I was looking at blogs on google and I found one that referrred to an article I once wrote on how to get a job in finance. The blog quoted something I wrote about the importance of gaining intuition:

"And, importantly, seek to gain intuition. Quantitative finance isn’t mathematics or chess; it’s not a field for brilliant idiot savants; it’s an attempt to model the world of markets and people, and you need a little wisdom and experience to know what can work."

Then, the blogger added a coda:

"There's not much there about how to "gain intuition" though, so good luck with that. While you are at it, you might try gaining super-powers and esp too."

It's a good point. In the course I teach on the vol smile at Columbia, I try hard to somehow get the intuition about the various models across to the students, rather than mathematics. But I never thought about how to systematically do that. Here are some random thoughts. I'm sure other people have other suggestions.

- Look for interesting results in papers, or in observations; then try to "derive" them qualitatively.

- Or see if you can derive the same results with much simpler mathematics.

- Or, better, first try to think about it qualitatively, and then check your reasoning with the math.

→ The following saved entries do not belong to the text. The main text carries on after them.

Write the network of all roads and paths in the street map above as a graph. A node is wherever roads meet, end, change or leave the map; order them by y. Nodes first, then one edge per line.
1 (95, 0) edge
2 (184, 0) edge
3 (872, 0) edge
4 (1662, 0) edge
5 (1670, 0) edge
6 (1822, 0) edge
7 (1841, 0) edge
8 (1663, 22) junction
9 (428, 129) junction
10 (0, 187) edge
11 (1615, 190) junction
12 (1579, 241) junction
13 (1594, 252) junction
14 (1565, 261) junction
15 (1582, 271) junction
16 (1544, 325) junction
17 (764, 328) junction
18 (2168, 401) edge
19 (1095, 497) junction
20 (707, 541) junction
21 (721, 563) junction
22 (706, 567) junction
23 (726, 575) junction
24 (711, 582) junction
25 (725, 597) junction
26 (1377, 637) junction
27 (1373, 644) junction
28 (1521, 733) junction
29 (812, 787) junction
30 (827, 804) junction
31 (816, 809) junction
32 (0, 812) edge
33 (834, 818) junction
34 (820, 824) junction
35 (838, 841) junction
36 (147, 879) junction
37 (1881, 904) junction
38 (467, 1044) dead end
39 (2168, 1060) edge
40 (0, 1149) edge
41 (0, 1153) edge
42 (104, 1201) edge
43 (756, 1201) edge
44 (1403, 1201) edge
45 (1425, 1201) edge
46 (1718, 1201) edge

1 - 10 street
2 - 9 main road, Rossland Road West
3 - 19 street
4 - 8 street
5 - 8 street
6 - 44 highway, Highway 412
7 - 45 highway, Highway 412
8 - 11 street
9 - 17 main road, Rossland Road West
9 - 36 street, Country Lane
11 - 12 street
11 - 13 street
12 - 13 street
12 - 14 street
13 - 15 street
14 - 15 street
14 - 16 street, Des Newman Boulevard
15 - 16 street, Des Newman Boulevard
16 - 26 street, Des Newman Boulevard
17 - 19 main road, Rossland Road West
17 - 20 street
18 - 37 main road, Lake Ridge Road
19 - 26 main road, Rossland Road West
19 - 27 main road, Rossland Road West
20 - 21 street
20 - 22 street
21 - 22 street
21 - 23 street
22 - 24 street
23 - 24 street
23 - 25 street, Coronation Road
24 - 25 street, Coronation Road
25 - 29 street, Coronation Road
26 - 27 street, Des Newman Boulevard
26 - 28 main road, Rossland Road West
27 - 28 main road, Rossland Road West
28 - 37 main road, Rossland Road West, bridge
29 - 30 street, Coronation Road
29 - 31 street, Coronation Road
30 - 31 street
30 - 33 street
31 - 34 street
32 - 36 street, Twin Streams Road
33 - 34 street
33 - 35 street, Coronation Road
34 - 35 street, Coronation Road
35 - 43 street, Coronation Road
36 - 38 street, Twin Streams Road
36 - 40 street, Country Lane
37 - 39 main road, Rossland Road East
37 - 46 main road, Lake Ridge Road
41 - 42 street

- Many papers obscure the simplicity of their approach with complex and formal mathematics. Try to see what the essence of the paper is, in terms of assumptions and methodoloty, and then see if you can get to the result yourself, qualitatively, in pictures. - Think about extreme cases where you know the answer (e.g. deep in the money, deep out) because it's obvious, then try to move a liittle away from them.

- Try to internalize the mathematics and its results in order to go one level higher.

- Use simple pictorial methods to understand how to tackle something. (That's why I like the binomial model.)

As a personal example, my colleagues and I once noticed that in the computed results of local vol models the slope of the implied vol was about half the slope of the local vol at-the-money. We thought that was interesting and then found a way to derive that approximately. Then, that half reminded us of the similar relation between yield to maturity and forward rates. In that way we got to think about implied vol as an average over local vols. That proved to be a fruitful and often accurate way to think about the model.

Next blog session I will tackle how to get super-powers.